Posted Wednesday, March 2, 2011.

Patent application drafters generally try to write applications that result in inventions being defined with a broad scope. A patent is essentially a property right, so wouldn’t an inventor would want the patent practitioner to try to acquire rights in the most property possible?

One way patent practitioners accomplish that is to sprinkle the term “at least” liberally through the application. For example, pretend that the bicycle had never been invented, and an inventor sought patent protection for the two-wheeled pedaled-vehicle. But it might be desirable to hold the property right for pedaled-vehicles with more wheels that might be invented in the future. Say, a tricycle for example.

To ensure the inventor receives protection for both the current bicycle, but also for future refinements in pedaled-vehicles that have additional wheels such as the tricycle, a patent practitioner might compose one of the patent claims like this:

A pedaled-vehicle, said pedaled-vehicle having at least two wheels.

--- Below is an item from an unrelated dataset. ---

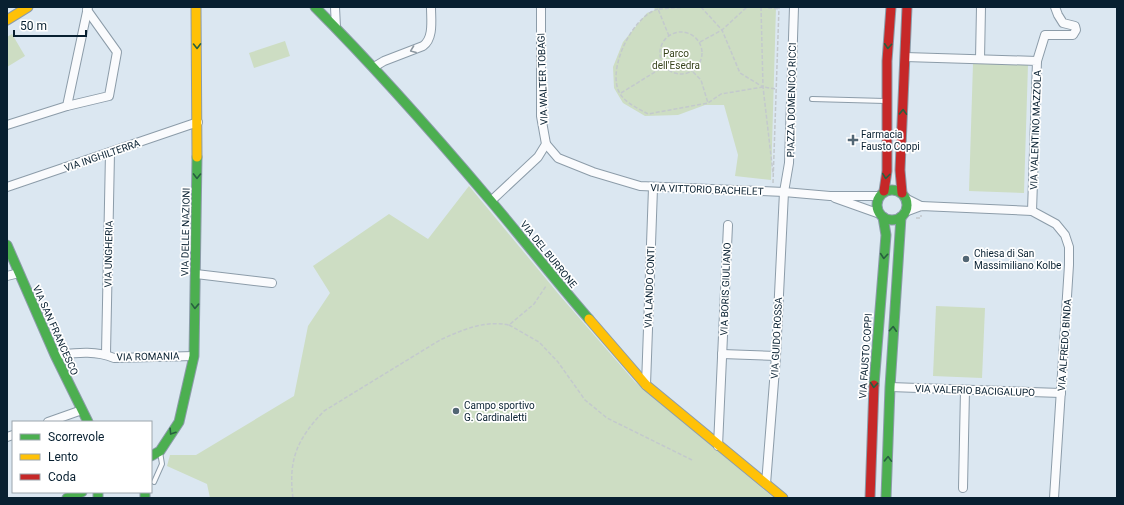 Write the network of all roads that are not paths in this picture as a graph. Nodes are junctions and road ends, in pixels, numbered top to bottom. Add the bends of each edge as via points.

I wouldn’t write a claim like that for various reasons, but it illustrates that the inventor’s bicycle having two wheels is encompassed by the claim, as is a tricycle invented by someone else in the future.

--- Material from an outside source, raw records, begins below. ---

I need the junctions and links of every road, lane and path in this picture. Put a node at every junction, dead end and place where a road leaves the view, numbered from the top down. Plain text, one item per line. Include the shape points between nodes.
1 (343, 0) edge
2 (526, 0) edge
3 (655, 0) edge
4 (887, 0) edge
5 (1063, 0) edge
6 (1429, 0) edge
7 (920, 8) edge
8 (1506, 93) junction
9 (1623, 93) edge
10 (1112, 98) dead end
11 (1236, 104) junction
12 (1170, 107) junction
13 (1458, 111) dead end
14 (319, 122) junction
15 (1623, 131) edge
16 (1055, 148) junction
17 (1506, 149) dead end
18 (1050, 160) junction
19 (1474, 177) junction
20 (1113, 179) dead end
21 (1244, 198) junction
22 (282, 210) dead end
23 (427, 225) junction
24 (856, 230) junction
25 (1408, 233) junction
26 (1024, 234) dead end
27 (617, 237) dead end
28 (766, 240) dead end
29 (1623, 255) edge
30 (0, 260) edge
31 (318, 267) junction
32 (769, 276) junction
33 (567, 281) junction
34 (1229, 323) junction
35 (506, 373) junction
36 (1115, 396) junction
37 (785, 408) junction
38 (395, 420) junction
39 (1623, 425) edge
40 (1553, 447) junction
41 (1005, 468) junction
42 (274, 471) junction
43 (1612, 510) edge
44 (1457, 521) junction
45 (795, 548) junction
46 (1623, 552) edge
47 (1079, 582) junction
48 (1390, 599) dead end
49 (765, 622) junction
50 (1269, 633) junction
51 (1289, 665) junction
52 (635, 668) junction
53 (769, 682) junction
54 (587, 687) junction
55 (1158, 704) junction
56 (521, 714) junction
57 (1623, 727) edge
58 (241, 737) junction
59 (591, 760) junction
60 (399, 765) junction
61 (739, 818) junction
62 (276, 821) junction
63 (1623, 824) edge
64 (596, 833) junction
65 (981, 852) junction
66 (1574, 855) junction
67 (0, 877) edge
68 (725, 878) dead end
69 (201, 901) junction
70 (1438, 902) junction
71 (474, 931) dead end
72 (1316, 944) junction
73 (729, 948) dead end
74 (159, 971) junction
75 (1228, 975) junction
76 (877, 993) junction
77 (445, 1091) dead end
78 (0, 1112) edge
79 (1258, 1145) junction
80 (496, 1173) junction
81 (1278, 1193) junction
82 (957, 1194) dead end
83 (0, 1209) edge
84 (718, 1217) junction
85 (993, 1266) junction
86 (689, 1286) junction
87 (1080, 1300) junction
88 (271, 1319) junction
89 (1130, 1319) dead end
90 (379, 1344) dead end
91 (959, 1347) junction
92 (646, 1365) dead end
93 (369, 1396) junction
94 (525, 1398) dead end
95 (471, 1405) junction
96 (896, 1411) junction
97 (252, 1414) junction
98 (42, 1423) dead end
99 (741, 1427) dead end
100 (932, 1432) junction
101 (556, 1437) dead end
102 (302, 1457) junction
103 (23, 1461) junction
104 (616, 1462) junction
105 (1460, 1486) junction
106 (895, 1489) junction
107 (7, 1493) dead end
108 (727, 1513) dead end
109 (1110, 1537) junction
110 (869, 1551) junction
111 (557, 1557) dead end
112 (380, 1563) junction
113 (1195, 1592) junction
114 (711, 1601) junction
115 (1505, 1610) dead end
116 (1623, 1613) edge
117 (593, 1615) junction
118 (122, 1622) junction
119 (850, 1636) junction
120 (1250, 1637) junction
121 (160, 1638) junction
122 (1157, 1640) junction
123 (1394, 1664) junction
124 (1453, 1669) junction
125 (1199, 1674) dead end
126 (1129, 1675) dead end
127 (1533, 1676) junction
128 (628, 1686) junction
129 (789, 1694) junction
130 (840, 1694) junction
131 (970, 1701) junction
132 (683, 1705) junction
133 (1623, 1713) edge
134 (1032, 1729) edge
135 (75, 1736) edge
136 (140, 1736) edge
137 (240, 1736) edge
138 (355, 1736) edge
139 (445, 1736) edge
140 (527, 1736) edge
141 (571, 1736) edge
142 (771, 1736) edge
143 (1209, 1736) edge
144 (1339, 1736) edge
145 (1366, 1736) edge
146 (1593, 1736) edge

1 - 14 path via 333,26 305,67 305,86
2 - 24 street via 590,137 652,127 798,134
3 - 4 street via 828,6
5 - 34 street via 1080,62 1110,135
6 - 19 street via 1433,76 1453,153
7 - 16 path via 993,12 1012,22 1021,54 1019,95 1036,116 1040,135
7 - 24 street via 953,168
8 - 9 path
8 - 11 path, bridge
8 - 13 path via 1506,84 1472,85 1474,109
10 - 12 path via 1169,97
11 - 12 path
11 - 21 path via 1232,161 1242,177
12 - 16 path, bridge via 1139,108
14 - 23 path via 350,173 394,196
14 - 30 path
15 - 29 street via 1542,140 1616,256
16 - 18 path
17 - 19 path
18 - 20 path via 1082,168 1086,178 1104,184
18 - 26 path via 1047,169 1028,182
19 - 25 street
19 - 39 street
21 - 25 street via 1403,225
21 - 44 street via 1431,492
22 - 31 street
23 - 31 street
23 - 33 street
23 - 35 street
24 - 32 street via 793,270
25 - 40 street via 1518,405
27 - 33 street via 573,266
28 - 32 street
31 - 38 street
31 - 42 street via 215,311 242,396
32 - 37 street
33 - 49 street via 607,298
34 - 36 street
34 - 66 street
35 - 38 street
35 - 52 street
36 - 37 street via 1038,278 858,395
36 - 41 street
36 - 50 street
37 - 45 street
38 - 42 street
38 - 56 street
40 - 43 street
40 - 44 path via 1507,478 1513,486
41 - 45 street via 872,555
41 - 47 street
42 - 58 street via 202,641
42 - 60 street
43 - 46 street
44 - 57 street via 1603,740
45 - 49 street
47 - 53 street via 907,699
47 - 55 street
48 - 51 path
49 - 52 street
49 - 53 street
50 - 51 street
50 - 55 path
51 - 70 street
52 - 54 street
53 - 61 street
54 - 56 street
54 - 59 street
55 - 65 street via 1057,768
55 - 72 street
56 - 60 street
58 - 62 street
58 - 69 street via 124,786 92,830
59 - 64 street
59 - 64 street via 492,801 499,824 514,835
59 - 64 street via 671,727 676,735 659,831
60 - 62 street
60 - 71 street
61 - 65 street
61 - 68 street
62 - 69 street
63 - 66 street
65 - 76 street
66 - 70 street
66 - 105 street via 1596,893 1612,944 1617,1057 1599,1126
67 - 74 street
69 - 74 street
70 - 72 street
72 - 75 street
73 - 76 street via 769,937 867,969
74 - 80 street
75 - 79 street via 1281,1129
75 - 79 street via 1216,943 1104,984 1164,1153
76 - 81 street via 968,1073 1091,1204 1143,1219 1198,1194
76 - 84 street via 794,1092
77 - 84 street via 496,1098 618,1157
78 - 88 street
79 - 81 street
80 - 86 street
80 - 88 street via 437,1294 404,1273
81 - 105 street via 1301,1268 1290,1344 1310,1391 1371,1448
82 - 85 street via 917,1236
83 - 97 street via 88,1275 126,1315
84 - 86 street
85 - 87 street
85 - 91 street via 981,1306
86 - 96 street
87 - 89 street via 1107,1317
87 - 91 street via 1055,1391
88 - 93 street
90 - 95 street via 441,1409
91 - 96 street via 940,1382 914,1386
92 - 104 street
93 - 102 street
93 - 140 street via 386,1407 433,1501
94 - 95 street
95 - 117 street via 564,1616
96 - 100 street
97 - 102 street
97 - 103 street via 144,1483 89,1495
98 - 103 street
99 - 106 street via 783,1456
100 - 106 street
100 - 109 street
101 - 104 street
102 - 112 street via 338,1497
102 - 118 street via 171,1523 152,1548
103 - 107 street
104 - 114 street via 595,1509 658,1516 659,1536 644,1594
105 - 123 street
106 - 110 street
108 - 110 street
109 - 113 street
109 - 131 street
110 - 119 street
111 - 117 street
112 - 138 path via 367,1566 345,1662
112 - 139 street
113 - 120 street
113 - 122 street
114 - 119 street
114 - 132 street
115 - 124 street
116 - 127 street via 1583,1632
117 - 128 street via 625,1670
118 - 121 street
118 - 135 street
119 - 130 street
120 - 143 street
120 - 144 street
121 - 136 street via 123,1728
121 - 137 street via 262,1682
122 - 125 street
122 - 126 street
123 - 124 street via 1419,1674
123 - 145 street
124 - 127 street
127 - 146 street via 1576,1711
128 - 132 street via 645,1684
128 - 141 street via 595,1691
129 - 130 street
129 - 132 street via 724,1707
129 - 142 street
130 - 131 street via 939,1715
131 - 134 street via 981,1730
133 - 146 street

So is “at least” the best way to get an extremely broad patent? A recent U.S. District Court case shows what can happen if this is done carelessly. In MagSil v. Seagate, decided about two weeks ago in the District Court for Delaware, a claim using the term “at least” was invalidated because there was no support for the claim in the patent’s specification.

A patent specification must enable someone (not just any someone, but a PHOSITA, the meaning of which is a post for different day) to be able to make the patented invention. If the patent application contains “at least” in the claims, without there being a top end to the range, the specification must give some idea of how to construct the invention having virtually any number of whatever is being claimed. Otherwise, you haven’t properly told another how to make the device you are claiming.

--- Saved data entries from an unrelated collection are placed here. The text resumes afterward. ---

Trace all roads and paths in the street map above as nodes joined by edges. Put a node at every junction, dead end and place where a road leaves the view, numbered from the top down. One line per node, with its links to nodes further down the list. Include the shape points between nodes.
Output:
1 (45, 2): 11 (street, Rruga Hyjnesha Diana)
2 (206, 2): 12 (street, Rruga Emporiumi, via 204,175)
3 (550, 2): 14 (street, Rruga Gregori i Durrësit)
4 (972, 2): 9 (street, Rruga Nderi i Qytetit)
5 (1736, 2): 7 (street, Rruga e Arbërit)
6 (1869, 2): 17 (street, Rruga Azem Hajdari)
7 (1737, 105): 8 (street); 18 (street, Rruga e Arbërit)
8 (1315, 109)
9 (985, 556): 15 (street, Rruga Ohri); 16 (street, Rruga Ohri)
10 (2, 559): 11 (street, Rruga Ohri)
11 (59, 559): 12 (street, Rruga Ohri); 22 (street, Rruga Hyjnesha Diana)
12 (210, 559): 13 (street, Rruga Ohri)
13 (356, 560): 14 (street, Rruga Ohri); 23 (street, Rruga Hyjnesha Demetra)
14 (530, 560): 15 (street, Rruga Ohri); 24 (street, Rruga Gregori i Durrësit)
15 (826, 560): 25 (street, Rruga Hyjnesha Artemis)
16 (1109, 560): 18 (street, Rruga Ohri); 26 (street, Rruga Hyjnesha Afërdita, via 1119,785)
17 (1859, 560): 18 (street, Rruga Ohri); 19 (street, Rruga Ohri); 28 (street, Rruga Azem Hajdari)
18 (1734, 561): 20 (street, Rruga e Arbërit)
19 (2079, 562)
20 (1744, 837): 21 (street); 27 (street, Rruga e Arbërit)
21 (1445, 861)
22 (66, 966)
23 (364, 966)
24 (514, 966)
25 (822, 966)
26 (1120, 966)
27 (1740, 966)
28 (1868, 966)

In MagSil, the claim in question had a value for resistance, and the claim specified “at least” a certain resistance. At the time the claim was written, the inventor had no idea that technology would progress to the point that a version of the device with the high resistance used in the eventual device was even possible.

Years later, another company came up with a design for a high-resistance device that was technically within the range specified by the claim, and got sued for infringement. They successfully defended on the grounds that the inventor had not specifically detailed how to construct a device with that much resistance in the specification.

The moral of the story is that when using the term “at least,” it is important to reasonably bound the range with support in the specification for the range being claimed. Or, use claim language other than “at least” that still captures future variations.